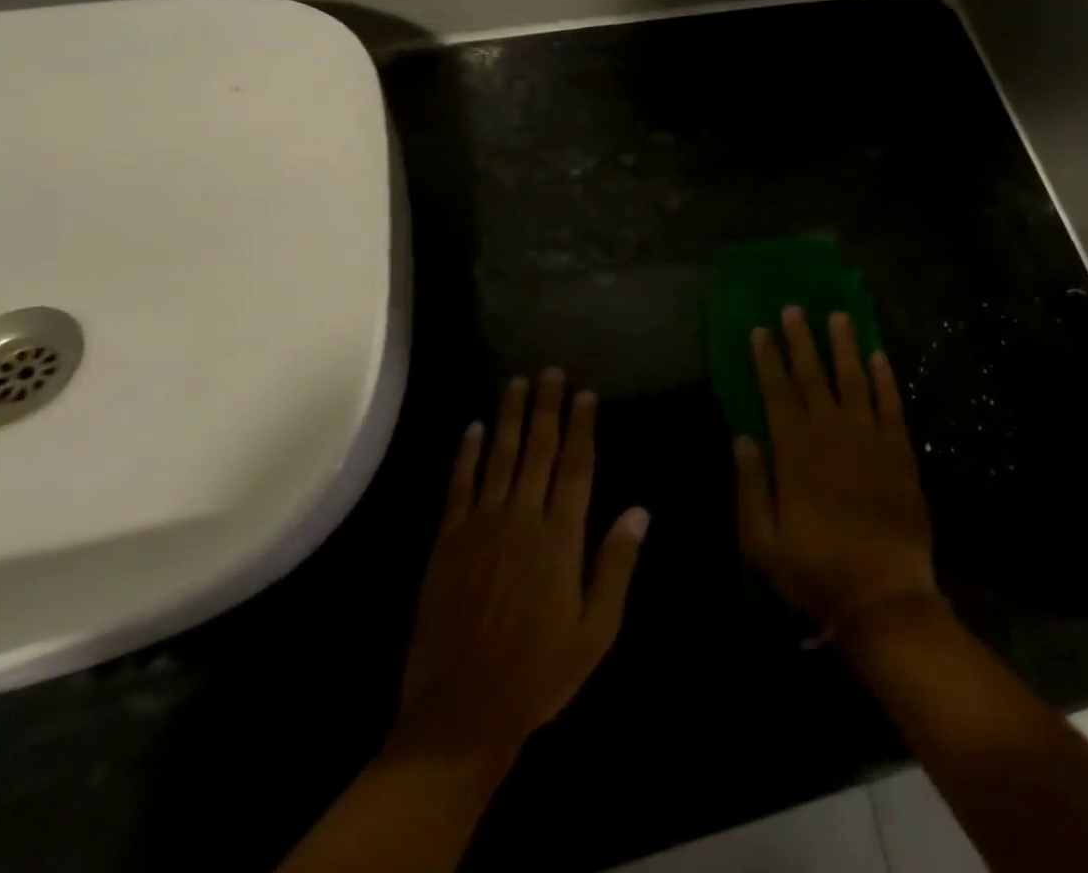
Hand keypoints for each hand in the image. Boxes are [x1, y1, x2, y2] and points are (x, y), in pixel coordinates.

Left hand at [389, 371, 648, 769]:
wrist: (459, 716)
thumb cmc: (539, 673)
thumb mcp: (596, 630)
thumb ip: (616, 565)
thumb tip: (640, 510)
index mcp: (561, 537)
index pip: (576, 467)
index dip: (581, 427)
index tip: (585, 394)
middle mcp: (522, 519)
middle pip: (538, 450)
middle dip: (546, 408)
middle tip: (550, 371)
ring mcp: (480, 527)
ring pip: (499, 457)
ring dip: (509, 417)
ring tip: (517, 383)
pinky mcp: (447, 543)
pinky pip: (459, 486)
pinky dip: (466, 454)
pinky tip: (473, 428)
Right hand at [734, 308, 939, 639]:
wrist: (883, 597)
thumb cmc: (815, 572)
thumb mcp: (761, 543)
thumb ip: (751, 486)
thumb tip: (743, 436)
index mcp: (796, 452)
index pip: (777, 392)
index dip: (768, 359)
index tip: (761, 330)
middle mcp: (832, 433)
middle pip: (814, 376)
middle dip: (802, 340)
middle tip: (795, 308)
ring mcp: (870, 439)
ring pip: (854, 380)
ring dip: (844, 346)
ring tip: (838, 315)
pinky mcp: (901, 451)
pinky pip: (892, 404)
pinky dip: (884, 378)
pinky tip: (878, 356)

--

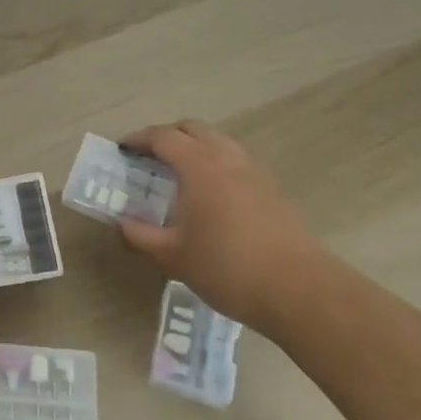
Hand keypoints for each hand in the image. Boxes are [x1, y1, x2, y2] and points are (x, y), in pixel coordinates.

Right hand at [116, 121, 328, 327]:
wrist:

Exercise details: Could you copy each line from the listing that has the word "thumb" in it?

Answer for this exercise:
thumb cmc: (539, 673)
thumb mcp: (596, 630)
thumb ip: (616, 565)
thumb tip: (640, 510)
thumb cmc: (815, 572)
thumb mcp: (761, 543)
thumb ip: (751, 486)
thumb tip: (743, 436)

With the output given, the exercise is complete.